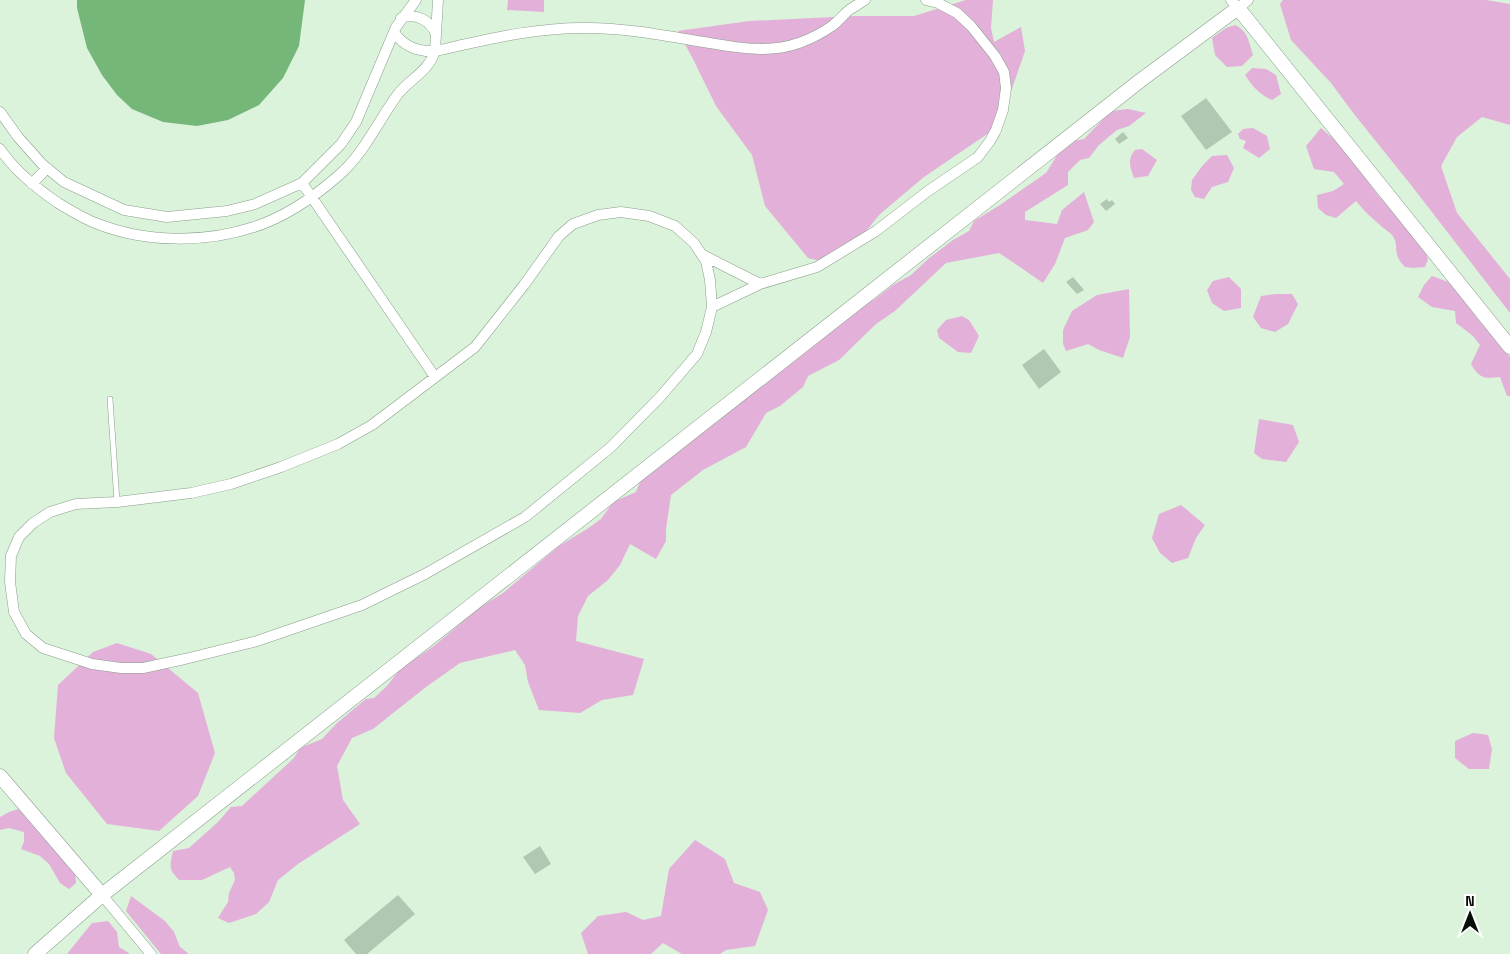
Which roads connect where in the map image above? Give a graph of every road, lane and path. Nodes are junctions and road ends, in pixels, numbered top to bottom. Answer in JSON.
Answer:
{"nodes":[{"id":1,"x":416,"y":0,"type":"edge"},
{"id":2,"x":438,"y":0,"type":"edge"},
{"id":3,"x":865,"y":0,"type":"edge"},
{"id":4,"x":926,"y":0,"type":"edge"},
{"id":5,"x":1239,"y":2,"type":"edge"},
{"id":6,"x":402,"y":18,"type":"junction"},
{"id":7,"x":394,"y":32,"type":"junction"},
{"id":8,"x":436,"y":34,"type":"junction"},
{"id":9,"x":434,"y":51,"type":"junction"},
{"id":10,"x":0,"y":112,"type":"edge"},
{"id":11,"x":0,"y":149,"type":"edge"},
{"id":12,"x":47,"y":168,"type":"junction"},
{"id":13,"x":302,"y":183,"type":"junction"},
{"id":14,"x":32,"y":184,"type":"junction"},
{"id":15,"x":312,"y":197,"type":"junction"},
{"id":16,"x":701,"y":254,"type":"junction"},
{"id":17,"x":760,"y":284,"type":"junction"},
{"id":18,"x":712,"y":307,"type":"junction"},
{"id":19,"x":1510,"y":348,"type":"edge"},
{"id":20,"x":435,"y":377,"type":"junction"},
{"id":21,"x":110,"y":399,"type":"dead end"},
{"id":22,"x":117,"y":502,"type":"junction"},
{"id":23,"x":0,"y":776,"type":"edge"},
{"id":24,"x":102,"y":895,"type":"junction"},
{"id":25,"x":35,"y":954,"type":"edge"},
{"id":26,"x":151,"y":954,"type":"edge"}],
"edges":[{"from":1,"to":6,"type":"street"},
{"from":2,"to":8,"type":"street"},
{"from":3,"to":9,"type":"street"},
{"from":4,"to":17,"type":"street"},
{"from":5,"to":19,"type":"street"},
{"from":5,"to":24,"type":"street"},
{"from":6,"to":7,"type":"street"},
{"from":6,"to":8,"type":"street"},
{"from":7,"to":9,"type":"street"},
{"from":7,"to":13,"type":"street"},
{"from":8,"to":9,"type":"street"},
{"from":9,"to":15,"type":"street"},
{"from":10,"to":12,"type":"street"},
{"from":11,"to":14,"type":"street"},
{"from":12,"to":13,"type":"street"},
{"from":12,"to":14,"type":"street"},
{"from":13,"to":15,"type":"street"},
{"from":14,"to":15,"type":"street"},
{"from":15,"to":20,"type":"street"},
{"from":16,"to":17,"type":"street"},
{"from":16,"to":18,"type":"street"},
{"from":16,"to":20,"type":"street"},
{"from":17,"to":18,"type":"street"},
{"from":18,"to":22,"type":"street"},
{"from":20,"to":22,"type":"street"},
{"from":21,"to":22,"type":"lane"},
{"from":23,"to":24,"type":"street"},
{"from":24,"to":25,"type":"street"},
{"from":24,"to":26,"type":"street"}]}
☆ ☆ ☆ ☆
▸ **PROBLEM**
Above are the records; return them exactly, minus the pictures.

▸ **ANSWER TO THE EXERCISE**
Which roads connect where in the map image above? Give a graph of every road, lane and path. Nodes are junctions and road ends, in pixels, numbered top to bottom. Answer in JSON.
Answer:
{"nodes":[{"id":1,"x":416,"y":0,"type":"edge"},
{"id":2,"x":438,"y":0,"type":"edge"},
{"id":3,"x":865,"y":0,"type":"edge"},
{"id":4,"x":926,"y":0,"type":"edge"},
{"id":5,"x":1239,"y":2,"type":"edge"},
{"id":6,"x":402,"y":18,"type":"junction"},
{"id":7,"x":394,"y":32,"type":"junction"},
{"id":8,"x":436,"y":34,"type":"junction"},
{"id":9,"x":434,"y":51,"type":"junction"},
{"id":10,"x":0,"y":112,"type":"edge"},
{"id":11,"x":0,"y":149,"type":"edge"},
{"id":12,"x":47,"y":168,"type":"junction"},
{"id":13,"x":302,"y":183,"type":"junction"},
{"id":14,"x":32,"y":184,"type":"junction"},
{"id":15,"x":312,"y":197,"type":"junction"},
{"id":16,"x":701,"y":254,"type":"junction"},
{"id":17,"x":760,"y":284,"type":"junction"},
{"id":18,"x":712,"y":307,"type":"junction"},
{"id":19,"x":1510,"y":348,"type":"edge"},
{"id":20,"x":435,"y":377,"type":"junction"},
{"id":21,"x":110,"y":399,"type":"dead end"},
{"id":22,"x":117,"y":502,"type":"junction"},
{"id":23,"x":0,"y":776,"type":"edge"},
{"id":24,"x":102,"y":895,"type":"junction"},
{"id":25,"x":35,"y":954,"type":"edge"},
{"id":26,"x":151,"y":954,"type":"edge"}],
"edges":[{"from":1,"to":6,"type":"street"},
{"from":2,"to":8,"type":"street"},
{"from":3,"to":9,"type":"street"},
{"from":4,"to":17,"type":"street"},
{"from":5,"to":19,"type":"street"},
{"from":5,"to":24,"type":"street"},
{"from":6,"to":7,"type":"street"},
{"from":6,"to":8,"type":"street"},
{"from":7,"to":9,"type":"street"},
{"from":7,"to":13,"type":"street"},
{"from":8,"to":9,"type":"street"},
{"from":9,"to":15,"type":"street"},
{"from":10,"to":12,"type":"street"},
{"from":11,"to":14,"type":"street"},
{"from":12,"to":13,"type":"street"},
{"from":12,"to":14,"type":"street"},
{"from":13,"to":15,"type":"street"},
{"from":14,"to":15,"type":"street"},
{"from":15,"to":20,"type":"street"},
{"from":16,"to":17,"type":"street"},
{"from":16,"to":18,"type":"street"},
{"from":16,"to":20,"type":"street"},
{"from":17,"to":18,"type":"street"},
{"from":18,"to":22,"type":"street"},
{"from":20,"to":22,"type":"street"},
{"from":21,"to":22,"type":"lane"},
{"from":23,"to":24,"type":"street"},
{"from":24,"to":25,"type":"street"},
{"from":24,"to":26,"type":"street"}]}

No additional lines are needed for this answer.